PRETENSA, Dr. Moita Flores? Esburacar um animal com farpas até o fazer sangrar é “pretensa violência”?

Pois quanto ao abate, do mal, o menos. Nesse aspecto os espanhóis são mais “humanos”, abatem logo o Touro na arena, e não o deixam em sofrimento atroz dias seguidos.

 

Os hipócritas aqui quem são, Dr. Moita Flores? Pretende chamar “água” ao sangue derramado do Touro?

Fé de angustiados, Dr. Moita Flores? Linda frase, para constar nos autos de fé, dos “outros que tais”, em outros tempos.

 

E agora vem o mais inconcebível: «É a minha crença profunda. E sei que o combate passa por afirmar a defesa dos símbolos, dos valores, dos ritos, das cargas simbólicas que consolidaram a nossa secular matriz identitária.»

 

Símbolos? Valores? Ritos (medievais)? Matriz identitária? Por quem é Doutor! Portugal não precisa de se identificar com a barbárie.
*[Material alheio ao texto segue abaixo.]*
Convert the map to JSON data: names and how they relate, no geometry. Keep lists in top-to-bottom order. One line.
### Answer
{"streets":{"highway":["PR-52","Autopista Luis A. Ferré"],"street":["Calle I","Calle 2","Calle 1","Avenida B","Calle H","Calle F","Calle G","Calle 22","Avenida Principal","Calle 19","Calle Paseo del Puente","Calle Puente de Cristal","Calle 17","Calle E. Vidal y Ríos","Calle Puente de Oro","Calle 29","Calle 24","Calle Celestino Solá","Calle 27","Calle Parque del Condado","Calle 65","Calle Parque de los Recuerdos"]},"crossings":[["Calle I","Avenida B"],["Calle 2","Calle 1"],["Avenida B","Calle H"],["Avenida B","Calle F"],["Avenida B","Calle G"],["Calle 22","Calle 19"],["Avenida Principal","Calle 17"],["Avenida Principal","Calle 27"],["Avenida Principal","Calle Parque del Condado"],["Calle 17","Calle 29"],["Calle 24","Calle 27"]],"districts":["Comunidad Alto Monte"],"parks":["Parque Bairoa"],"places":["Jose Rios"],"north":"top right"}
Já lhe basta a incompetência dos governantes.

 

E esta então é hilariante: «E esse combate feito de muitas frentes de luta, tem numa delas os ‘talibãs’ que em nome dos direitos dos animais procuram destruir os animais, a economia que os sustenta e os animais sustentam, além da cultura a eles imanentes».

 

Talibans? Então saberei quem me chamou “taliban”, escondido sob um pseudónimo, no meu blog?

 

Em nome dos animais procuram destruir os animais? Iliteracia pura.

 

Já a economia que sustenta uns tantos à custa do Massacre de Touros, aí fale-me disso. A abolição desta tortura vai mexer nos bolsos de muita gente, que os tem a abarrotar com dinheiro manchado de sangue.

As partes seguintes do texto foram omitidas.